[Task requirements]: Copy every line below where the string "Демниевски" is found.

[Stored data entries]

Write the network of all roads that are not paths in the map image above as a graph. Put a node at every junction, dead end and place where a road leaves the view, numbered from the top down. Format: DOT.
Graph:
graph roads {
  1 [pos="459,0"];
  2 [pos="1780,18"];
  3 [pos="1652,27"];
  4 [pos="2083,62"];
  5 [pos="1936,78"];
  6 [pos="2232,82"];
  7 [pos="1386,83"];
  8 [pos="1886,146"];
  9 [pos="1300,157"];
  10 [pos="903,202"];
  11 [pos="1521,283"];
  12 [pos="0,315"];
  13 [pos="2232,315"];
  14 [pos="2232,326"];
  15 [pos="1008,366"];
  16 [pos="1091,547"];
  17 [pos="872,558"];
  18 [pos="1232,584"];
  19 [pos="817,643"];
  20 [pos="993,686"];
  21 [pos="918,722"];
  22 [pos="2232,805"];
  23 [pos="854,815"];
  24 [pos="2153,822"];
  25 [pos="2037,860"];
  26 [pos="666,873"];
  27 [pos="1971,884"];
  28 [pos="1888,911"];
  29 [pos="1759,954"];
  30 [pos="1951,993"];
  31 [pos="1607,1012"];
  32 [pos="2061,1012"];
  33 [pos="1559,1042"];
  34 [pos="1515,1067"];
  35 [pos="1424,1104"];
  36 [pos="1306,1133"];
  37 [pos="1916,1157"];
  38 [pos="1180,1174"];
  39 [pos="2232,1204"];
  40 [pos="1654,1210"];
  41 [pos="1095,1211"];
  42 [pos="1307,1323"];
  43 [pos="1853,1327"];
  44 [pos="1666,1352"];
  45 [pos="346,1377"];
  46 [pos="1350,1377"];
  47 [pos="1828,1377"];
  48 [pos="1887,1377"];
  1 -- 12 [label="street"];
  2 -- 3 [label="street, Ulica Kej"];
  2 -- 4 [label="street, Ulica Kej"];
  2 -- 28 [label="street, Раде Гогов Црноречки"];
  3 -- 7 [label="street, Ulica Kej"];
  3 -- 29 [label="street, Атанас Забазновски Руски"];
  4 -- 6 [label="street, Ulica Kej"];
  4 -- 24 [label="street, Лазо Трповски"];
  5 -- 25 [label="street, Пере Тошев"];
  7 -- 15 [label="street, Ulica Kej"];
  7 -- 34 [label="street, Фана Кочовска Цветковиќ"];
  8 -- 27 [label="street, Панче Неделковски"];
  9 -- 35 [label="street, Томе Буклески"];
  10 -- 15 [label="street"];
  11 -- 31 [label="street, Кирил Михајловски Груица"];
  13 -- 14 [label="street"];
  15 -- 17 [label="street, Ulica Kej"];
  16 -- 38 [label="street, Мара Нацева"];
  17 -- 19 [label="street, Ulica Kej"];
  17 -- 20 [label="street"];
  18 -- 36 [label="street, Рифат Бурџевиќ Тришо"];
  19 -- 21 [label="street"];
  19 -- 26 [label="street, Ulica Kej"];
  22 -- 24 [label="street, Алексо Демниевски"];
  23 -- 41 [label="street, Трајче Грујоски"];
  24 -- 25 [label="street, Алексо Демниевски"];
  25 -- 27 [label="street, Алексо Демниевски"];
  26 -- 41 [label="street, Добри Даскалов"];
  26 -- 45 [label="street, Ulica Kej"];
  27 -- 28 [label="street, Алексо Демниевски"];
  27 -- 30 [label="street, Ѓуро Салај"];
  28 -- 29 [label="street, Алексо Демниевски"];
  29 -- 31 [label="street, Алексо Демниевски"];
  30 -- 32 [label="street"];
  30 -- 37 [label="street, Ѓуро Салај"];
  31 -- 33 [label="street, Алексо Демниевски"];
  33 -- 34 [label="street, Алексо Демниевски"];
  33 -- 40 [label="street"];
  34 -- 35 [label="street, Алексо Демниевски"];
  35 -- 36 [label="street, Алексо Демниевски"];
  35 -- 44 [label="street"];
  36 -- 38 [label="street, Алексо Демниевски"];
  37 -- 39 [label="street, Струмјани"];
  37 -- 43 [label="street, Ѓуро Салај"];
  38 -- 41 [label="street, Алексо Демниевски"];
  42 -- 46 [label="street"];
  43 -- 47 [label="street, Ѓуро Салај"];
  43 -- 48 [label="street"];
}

[Written solution]:
  22 -- 24 [label="street, Алексо Демниевски"];
  24 -- 25 [label="street, Алексо Демниевски"];
  25 -- 27 [label="street, Алексо Демниевски"];
  27 -- 28 [label="street, Алексо Демниевски"];
  28 -- 29 [label="street, Алексо Демниевски"];
  29 -- 31 [label="street, Алексо Демниевски"];
  31 -- 33 [label="street, Алексо Демниевски"];
  33 -- 34 [label="street, Алексо Демниевски"];
  34 -- 35 [label="street, Алексо Демниевски"];
  35 -- 36 [label="street, Алексо Демниевски"];
  36 -- 38 [label="street, Алексо Демниевски"];
  38 -- 41 [label="street, Алексо Демниевски"];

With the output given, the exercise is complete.